Motor Nerve Conduction Studies
Since the myelin is not affected in an NMJ disorder, motor nerve conduction velocities are normal. However, amplitudes may be affected, and they can assist differentiating myasthenia gravis from Lambert-Eaton myasthenic syndrome. In the patient with Lambert-Eaton, compound muscle action potential (CMAP) decreases. Meanwhile, in myasthenia gravis, compound muscle action potential (CMAP) is within normal limits.
Sensory Nerve Conduction Studies
The neuromuscular junction is not present in sensory nerves, and therefore the sensory nerve conduction study is normal.
Repetitive Nerve Stimulation/Exercise Testing
There is no amplitude decrement between the first and the succeeding CMAP in normal subjects. However, in patients with neuromuscular junction disorder, a decrement of more than 10% between the first and the fourth stimulation can be appreciated.[13]

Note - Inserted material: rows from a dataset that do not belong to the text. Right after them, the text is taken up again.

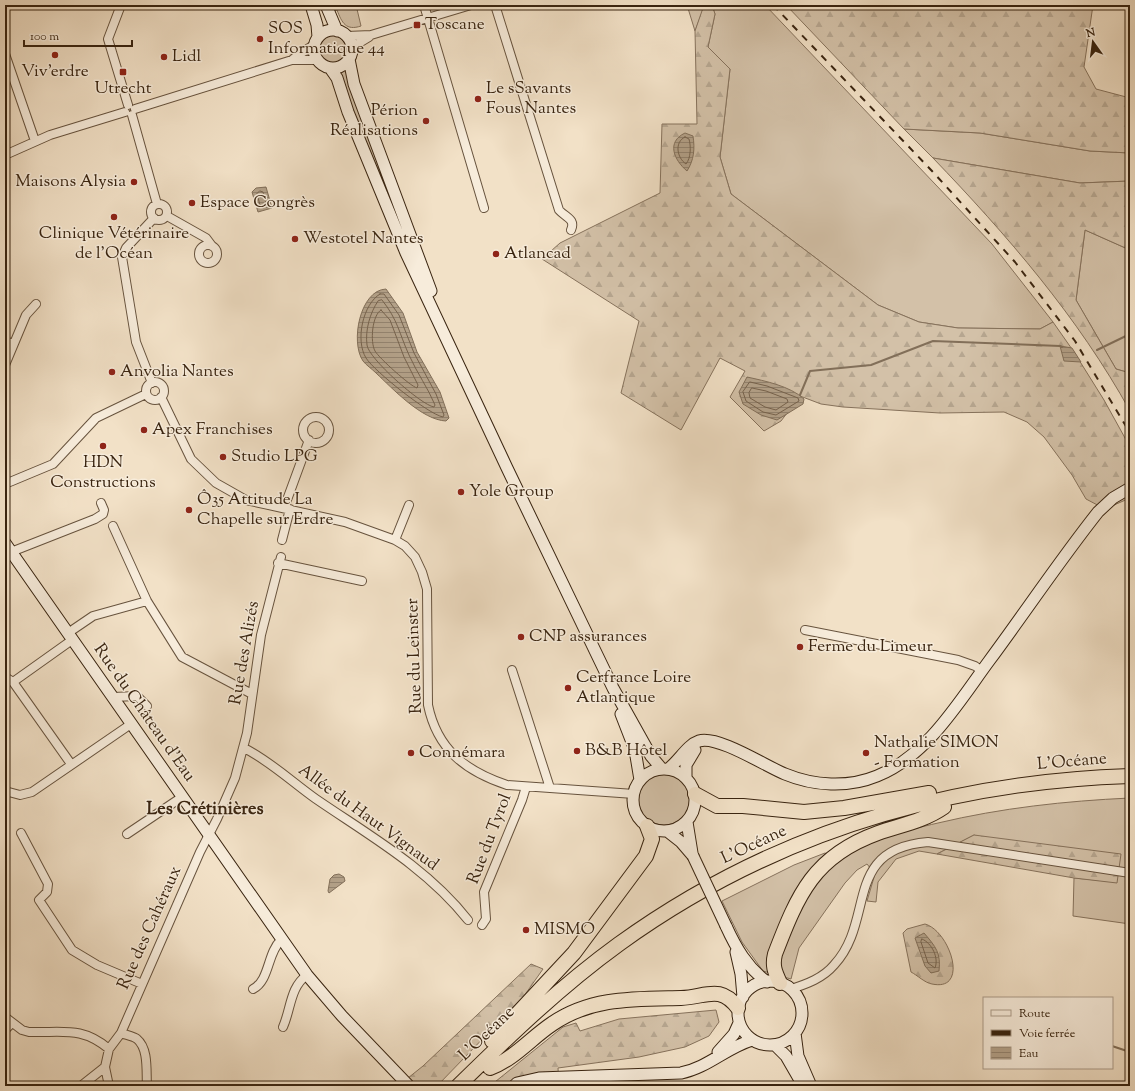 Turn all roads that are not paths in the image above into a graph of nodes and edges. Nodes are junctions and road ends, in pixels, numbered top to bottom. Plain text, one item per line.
1 (121, 5) edge
2 (311, 5) edge
3 (326, 5) edge
4 (424, 5) edge
5 (471, 5) edge
6 (495, 5) edge
7 (428, 18) junction
8 (342, 34) junction
9 (371, 35) junction
10 (316, 40) junction
11 (5, 54) edge
12 (350, 54) junction
13 (292, 60) junction
14 (317, 60) junction
15 (330, 68) junction
16 (130, 110) junction
17 (35, 141) junction
18 (5, 155) edge
19 (158, 204) junction
20 (484, 208) dead end
21 (167, 216) junction
22 (154, 218) junction
23 (571, 230) dead end
24 (198, 234) junction
25 (212, 246) junction
26 (201, 247) junction
27 (36, 304) dead end
28 (9, 342) edge
29 (453, 350) junction
30 (5, 365) edge
31 (152, 383) junction
32 (146, 394) junction
33 (161, 397) junction
34 (309, 440) dead end
35 (5, 484) edge
36 (1130, 488) edge
37 (101, 503) dead end
38 (409, 505) dead end
39 (287, 509) junction
40 (113, 526) dead end
41 (282, 540) dead end
42 (395, 540) junction
43 (8, 548) edge
44 (362, 581) dead end
45 (147, 601) junction
46 (805, 630) dead end
47 (70, 637) junction
48 (512, 670) dead end
49 (982, 671) junction
50 (5, 677) edge
51 (13, 682) junction
52 (613, 688) junction
53 (252, 694) junction
54 (113, 697) junction
55 (147, 706) dead end
56 (131, 724) junction
57 (716, 742) junction
58 (244, 748) junction
59 (71, 764) junction
60 (665, 769) junction
61 (1130, 776) edge
62 (686, 777) junction
63 (640, 780) junction
64 (1130, 785) edge
65 (526, 787) junction
66 (1004, 787) junction
67 (550, 788) junction
68 (5, 791) edge
69 (634, 794) junction
70 (695, 794) junction
71 (182, 797) junction
72 (944, 808) junction
73 (687, 822) junction
74 (647, 826) junction
75 (667, 831) junction
76 (21, 833) dead end
77 (127, 834) dead end
78 (208, 835) junction
79 (693, 856) junction
80 (1130, 873) edge
81 (468, 920) dead end
82 (482, 925) dead end
83 (282, 940) junction
84 (734, 945) junction
85 (307, 975) junction
86 (142, 984) junction
87 (780, 984) junction
88 (253, 989) dead end
89 (741, 1002) junction
90 (5, 1017) edge
91 (12, 1023) junction
92 (740, 1023) junction
93 (283, 1027) dead end
94 (5, 1030) edge
95 (121, 1033) junction
96 (795, 1033) junction
97 (752, 1040) junction
98 (775, 1045) junction
99 (109, 1049) junction
100 (708, 1063) junction
101 (105, 1067) junction
102 (490, 1068) junction
103 (515, 1085) edge
104 (81, 1086) edge
105 (109, 1086) edge
106 (146, 1086) edge
107 (409, 1086) edge
108 (451, 1086) edge
109 (458, 1086) edge
110 (472, 1086) edge
111 (803, 1086) edge
112 (810, 1086) edge

1 - 16 street
2 - 10 main road
3 - 8 main road
4 - 7 street
5 - 7 street
6 - 23 street
7 - 9 street
7 - 20 street
8 - 9 street
8 - 10 main road
8 - 12 main road
9 - 12 street
10 - 13 street
10 - 14 main road
11 - 17 street
12 - 15 main road
12 - 29 main road
13 - 14 street
13 - 16 street
14 - 15 main road
15 - 29 main road
16 - 17 street
16 - 19 street
17 - 18 street
19 - 21 street
19 - 22 street
21 - 22 street
21 - 24 street
22 - 31 street
24 - 25 street
24 - 26 street
25 - 26 street
25 - 26 street
27 - 28 street
28 - 30 street
29 - 52 main road
31 - 32 street
31 - 33 street
32 - 33 street
32 - 35 street
33 - 39 street, Rue du Leinster
34 - 39 street
36 - 49 main road
37 - 43 street
38 - 42 street
39 - 41 street
39 - 42 street, Rue du Leinster
40 - 45 street
42 - 65 street, Rue du Leinster
43 - 47 main road, Rue du Château d'Eau
44 - 53 street, Rue des Alizés
45 - 47 street
45 - 53 street
46 - 49 street
47 - 51 street
47 - 54 main road, Rue du Château d'Eau
48 - 67 street
49 - 57 main road
50 - 51 street
51 - 59 street
52 - 60 main road
52 - 63 main road
53 - 58 street, Rue des Alizés
54 - 55 street
54 - 56 main road, Rue du Château d'Eau
56 - 59 street
56 - 71 main road, Rue du Château d'Eau
57 - 60 main road
57 - 62 main road
58 - 78 street, Rue des Alizés
58 - 81 street, Allée du Haut Vignaud
59 - 68 street
60 - 62 main road
60 - 63 main road
61 - 66 highway, L’Océane
62 - 70 main road
63 - 69 main road
64 - 72 highway, L’Océane
65 - 67 street, Rue du Leinster
65 - 82 street, Rue du Tyrol
66 - 70 highway
66 - 109 highway, L’Océane
67 - 69 street, Rue du Leinster
69 - 74 main road
70 - 73 main road
71 - 77 street
71 - 78 main road, Rue du Château d'Eau
72 - 87 highway
72 - 102 highway, L’Océane
73 - 75 main road
73 - 79 main road
74 - 75 main road
74 - 108 highway
75 - 79 main road
76 - 86 street
78 - 83 main road, Rue du Château d'Eau
78 - 86 street, Rue des Cahéraux
79 - 84 main road, bridge
80 - 87 street
83 - 85 main road, Rue du Château d'Eau
83 - 88 street
84 - 87 main road
84 - 89 main road
85 - 93 street
85 - 107 main road, Rue du Château d'Eau
86 - 95 street, Rue des Cahéraux
87 - 89 main road
87 - 96 main road
89 - 92 main road
89 - 102 highway
90 - 91 street
91 - 94 street
91 - 99 street
92 - 97 main road
92 - 100 main road
95 - 99 street, Rue des Cahéraux
95 - 106 street
96 - 98 main road
96 - 112 main road
97 - 98 main road
97 - 100 main road
98 - 111 main road
99 - 101 street, Rue des Cahéraux
100 - 103 main road
101 - 104 street
101 - 105 street
102 - 110 highway, L’Océane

In Myasthenia Gravis (MG), the baseline CMAP amplitude decrement is observed more than 70% of the time with RNS in generalized MG. Not uncommonly, no decrement is appreciated on RNS of distal muscles. However, a significant decrement is observable after a 1-minute exercise. Post-exercise repair or facilitation is also observable following a brief 10-second maximum isometric contraction, followed by a decrement in two to five minutes post-exercise due to post-exercise exhaustion.[15]
On the other hand, with Lambert-Eaton myasthenia syndrome, baseline CMAP amplitude decrement is usually noted. After a brief 10-second maximum isometric muscle contraction, post-exercise facilitation of up to 200% increase in CMAP amplitude is typical. In two to five minutes, the clinician should note post-exercise exhaustion.

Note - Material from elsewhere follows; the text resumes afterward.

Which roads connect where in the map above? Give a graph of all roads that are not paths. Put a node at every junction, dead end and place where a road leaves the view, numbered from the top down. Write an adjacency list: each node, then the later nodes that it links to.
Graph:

Other neurologic disorders that can also show CMAP decrement on RNS include motor neuron disease, conditions where on-going denervation and reinnervation result in immature nerve endings/neuromuscular junction, and myopathies.
Single Fiber EMG
Single-fiber EMG reveals increased jitter and blocking in neuromuscular junction disorder. There is marked prolongation in jitter value, with MCD of more than 100 microseconds.[11] It is highly sensitive in the diagnosis of NMJ disorder but is not specific to myasthenia gravis. Pathologic conditions that involve reinnervation and hence immature nerve endings will also show increased jitter. Due to the high sensitivity of the test, neuromuscular junction disorder can be ruled out with a normal SFEMG study of a weak muscle.[16]
Late Responses
H-reflexes and F-reflex are not routinely part of the process in a neuromuscular junction study as it does not provide additional useful information.
Needle EMG
For a neuromuscular junction study, all muscles that are weak in the patient should be examined in the needle EMG portion of the test. During the exam, the diagnostician may notice unstable MUAPs with normal recruitment. Most Neuromuscular junction disorders will not show abnormal spontaneous activity except for in botulism.[17] CMAP decrement on RNS in patients with findings of muscle denervation or myotonic discharge on needle EMG study does not signify NMJ disorder.

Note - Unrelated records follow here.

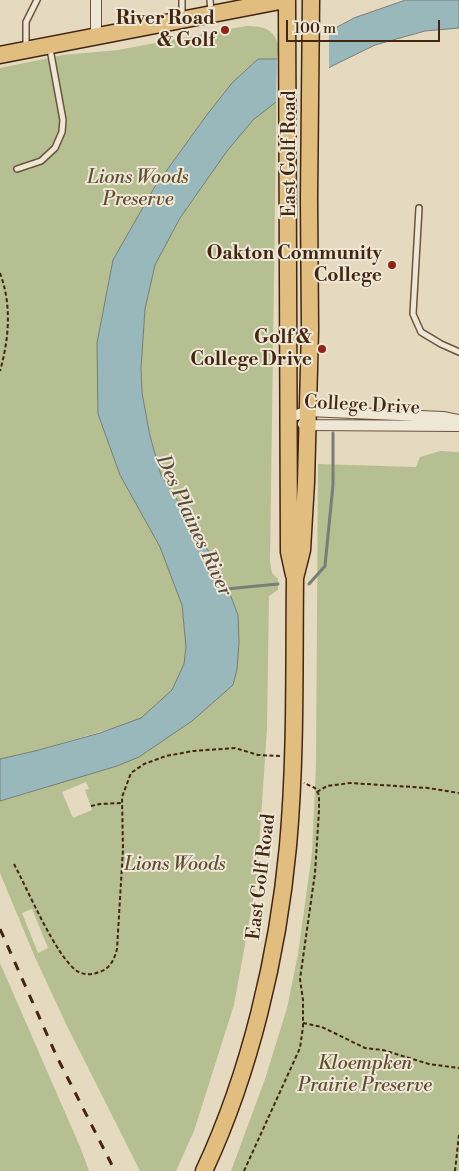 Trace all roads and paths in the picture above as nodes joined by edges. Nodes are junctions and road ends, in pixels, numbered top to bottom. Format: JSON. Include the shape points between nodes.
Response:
{"nodes":[{"id":1,"x":37,"y":0,"type":"edge"},
{"id":2,"x":96,"y":0,"type":"edge"},
{"id":3,"x":182,"y":0,"type":"edge"},
{"id":4,"x":286,"y":0,"type":"edge"},
{"id":5,"x":311,"y":0,"type":"edge"},
{"id":6,"x":211,"y":7,"type":"edge"},
{"id":7,"x":182,"y":21,"type":"junction"},
{"id":8,"x":96,"y":36,"type":"junction"},
{"id":9,"x":49,"y":46,"type":"junction"},
{"id":10,"x":26,"y":50,"type":"junction"},
{"id":11,"x":0,"y":55,"type":"edge"},
{"id":12,"x":17,"y":169,"type":"dead end"},
{"id":13,"x":419,"y":208,"type":"dead end"},
{"id":14,"x":0,"y":273,"type":"edge"},
{"id":15,"x":459,"y":352,"type":"edge"},
{"id":16,"x":0,"y":371,"type":"edge"},
{"id":17,"x":288,"y":418,"type":"junction"},
{"id":18,"x":308,"y":418,"type":"junction"},
{"id":19,"x":459,"y":420,"type":"edge"},
{"id":20,"x":459,"y":426,"type":"edge"},
{"id":21,"x":295,"y":578,"type":"junction"},
{"id":22,"x":293,"y":757,"type":"junction"},
{"id":23,"x":292,"y":778,"type":"junction"},
{"id":24,"x":318,"y":792,"type":"junction"},
{"id":25,"x":459,"y":793,"type":"edge"},
{"id":26,"x":122,"y":803,"type":"junction"},
{"id":27,"x":91,"y":806,"type":"dead end"},
{"id":28,"x":14,"y":864,"type":"dead end"},
{"id":29,"x":303,"y":1023,"type":"junction"},
{"id":30,"x":459,"y":1068,"type":"edge"},
{"id":31,"x":459,"y":1135,"type":"edge"},
{"id":32,"x":204,"y":1171,"type":"edge"},
{"id":33,"x":244,"y":1171,"type":"edge"},
{"id":34,"x":455,"y":1171,"type":"edge"}],
"edges":[{"from":1,"to":10,"type":"lane","via":[[26,22]]},
{"from":2,"to":8,"type":"street"},
{"from":3,"to":7,"type":"lane"},
{"from":4,"to":6,"type":"main road"},
{"from":4,"to":17,"type":"main road","name":"East Golf Road"},
{"from":5,"to":18,"type":"main road","name":"East Golf Road"},
{"from":6,"to":7,"type":"main road"},
{"from":7,"to":8,"type":"main road"},
{"from":8,"to":9,"type":"main road"},
{"from":9,"to":10,"type":"main road"},
{"from":9,"to":12,"type":"lane","via":[[63,120],[62,132],[55,148],[41,161]]},
{"from":10,"to":11,"type":"main road"},
{"from":13,"to":15,"type":"lane","via":[[413,314],[421,332]]},
{"from":14,"to":16,"type":"path","via":[[8,308],[8,328]]},
{"from":17,"to":18,"type":"street","name":"College Drive"},
{"from":17,"to":21,"type":"main road","name":"East Golf Road","via":[[289,552]]},
{"from":18,"to":19,"type":"street","name":"College Drive","via":[[443,417]]},
{"from":18,"to":20,"type":"street","name":"College Drive"},
{"from":18,"to":21,"type":"main road","name":"East Golf Road","via":[[302,550]]},
{"from":21,"to":22,"type":"main road","name":"East Golf Road"},
{"from":22,"to":23,"type":"main road","name":"East Golf Road"},
{"from":22,"to":26,"type":"path","via":[[258,755],[235,748],[166,756],[131,773]]},
{"from":23,"to":24,"type":"path","via":[[316,788]]},
{"from":23,"to":32,"type":"main road","name":"East Golf Road","via":[[285,873],[266,986],[240,1075]]},
{"from":24,"to":25,"type":"path","via":[[327,786],[350,783]]},
{"from":24,"to":29,"type":"path","via":[[315,873],[300,979]]},
{"from":26,"to":27,"type":"path"},
{"from":26,"to":28,"type":"path","via":[[123,850],[117,949],[105,970],[84,974],[68,964]]},
{"from":29,"to":30,"type":"path","via":[[322,1027],[365,1048]]},
{"from":29,"to":33,"type":"path","via":[[300,1048]]},
{"from":31,"to":34,"type":"path"}]}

Neuromuscular junction disorders is a condition often seen in the outpatient setting. Patients frequently come with complaints of muscular proximal weakness in the extremities with/without bulbar and extraocular findings. Electrodiagnostic studies should follow a comprehensive history and a physical exam. It is essential to take an interprofessional team, including a team of physicians, physical therapists, occupational therapists, social workers, and case managers who can work together to provide aggressive multifaceted rehabilitation care to improve a patient's functional status.[18][19]